- What to produce -
Apart from the images, repeat the data below exactly as written.

-- Dataset records follows --

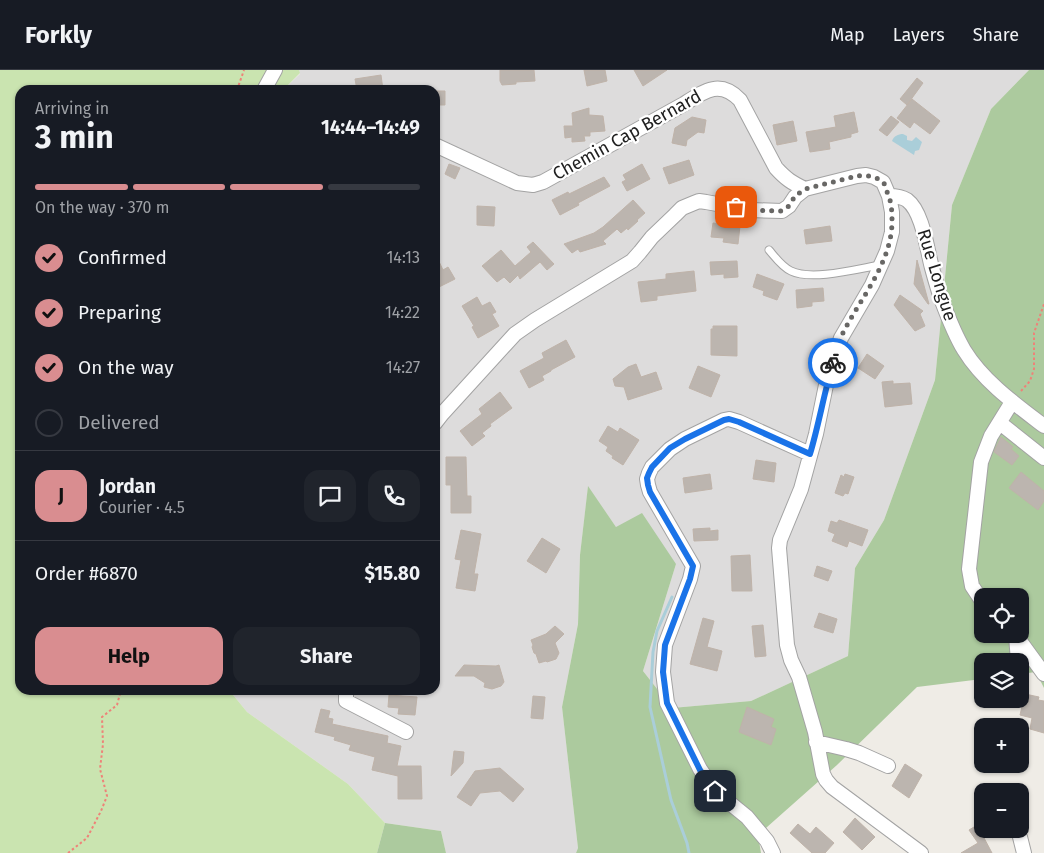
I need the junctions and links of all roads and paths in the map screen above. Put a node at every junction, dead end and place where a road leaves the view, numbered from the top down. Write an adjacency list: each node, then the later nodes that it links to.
1 (244, 70): 3 (path)
2 (275, 70): 4 (street)
3 (239, 85)
4 (267, 85)
5 (440, 146): 6 (street, Chemin Cap Bernard)
6 (805, 189): 7 (street); 12 (street)
7 (889, 196): 9 (street); 11 (street, Rue Longue)
8 (768, 250): 9 (lane)
9 (880, 265): 15 (street)
10 (1044, 304): 11 (path)
11 (1012, 402): 13 (street); 14 (street, Rue Longue)
12 (440, 417)
13 (1000, 423): 16 (street); 17 (street)
14 (1044, 426)
15 (810, 454): 23 (street); 27 (street)
16 (1044, 458)
17 (974, 589)
18 (1021, 643): 19 (street)
19 (1044, 674)
20 (120, 695): 26 (path)
21 (346, 695): 22 (street)
22 (406, 732)
23 (816, 742): 24 (street); 28 (street)
24 (888, 766)
25 (1020, 838): 29 (street)
26 (69, 853)
27 (773, 853)
28 (921, 853)
29 (1024, 853)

-- Dataset records concluded --

- Written response -
I need the junctions and links of all roads and paths in the map screen above. Put a node at every junction, dead end and place where a road leaves the view, numbered from the top down. Write an adjacency list: each node, then the later nodes that it links to.
1 (244, 70): 3 (path)
2 (275, 70): 4 (street)
3 (239, 85)
4 (267, 85)
5 (440, 146): 6 (street, Chemin Cap Bernard)
6 (805, 189): 7 (street); 12 (street)
7 (889, 196): 9 (street); 11 (street, Rue Longue)
8 (768, 250): 9 (lane)
9 (880, 265): 15 (street)
10 (1044, 304): 11 (path)
11 (1012, 402): 13 (street); 14 (street, Rue Longue)
12 (440, 417)
13 (1000, 423): 16 (street); 17 (street)
14 (1044, 426)
15 (810, 454): 23 (street); 27 (street)
16 (1044, 458)
17 (974, 589)
18 (1021, 643): 19 (street)
19 (1044, 674)
20 (120, 695): 26 (path)
21 (346, 695): 22 (street)
22 (406, 732)
23 (816, 742): 24 (street); 28 (street)
24 (888, 766)
25 (1020, 838): 29 (street)
26 (69, 853)
27 (773, 853)
28 (921, 853)
29 (1024, 853)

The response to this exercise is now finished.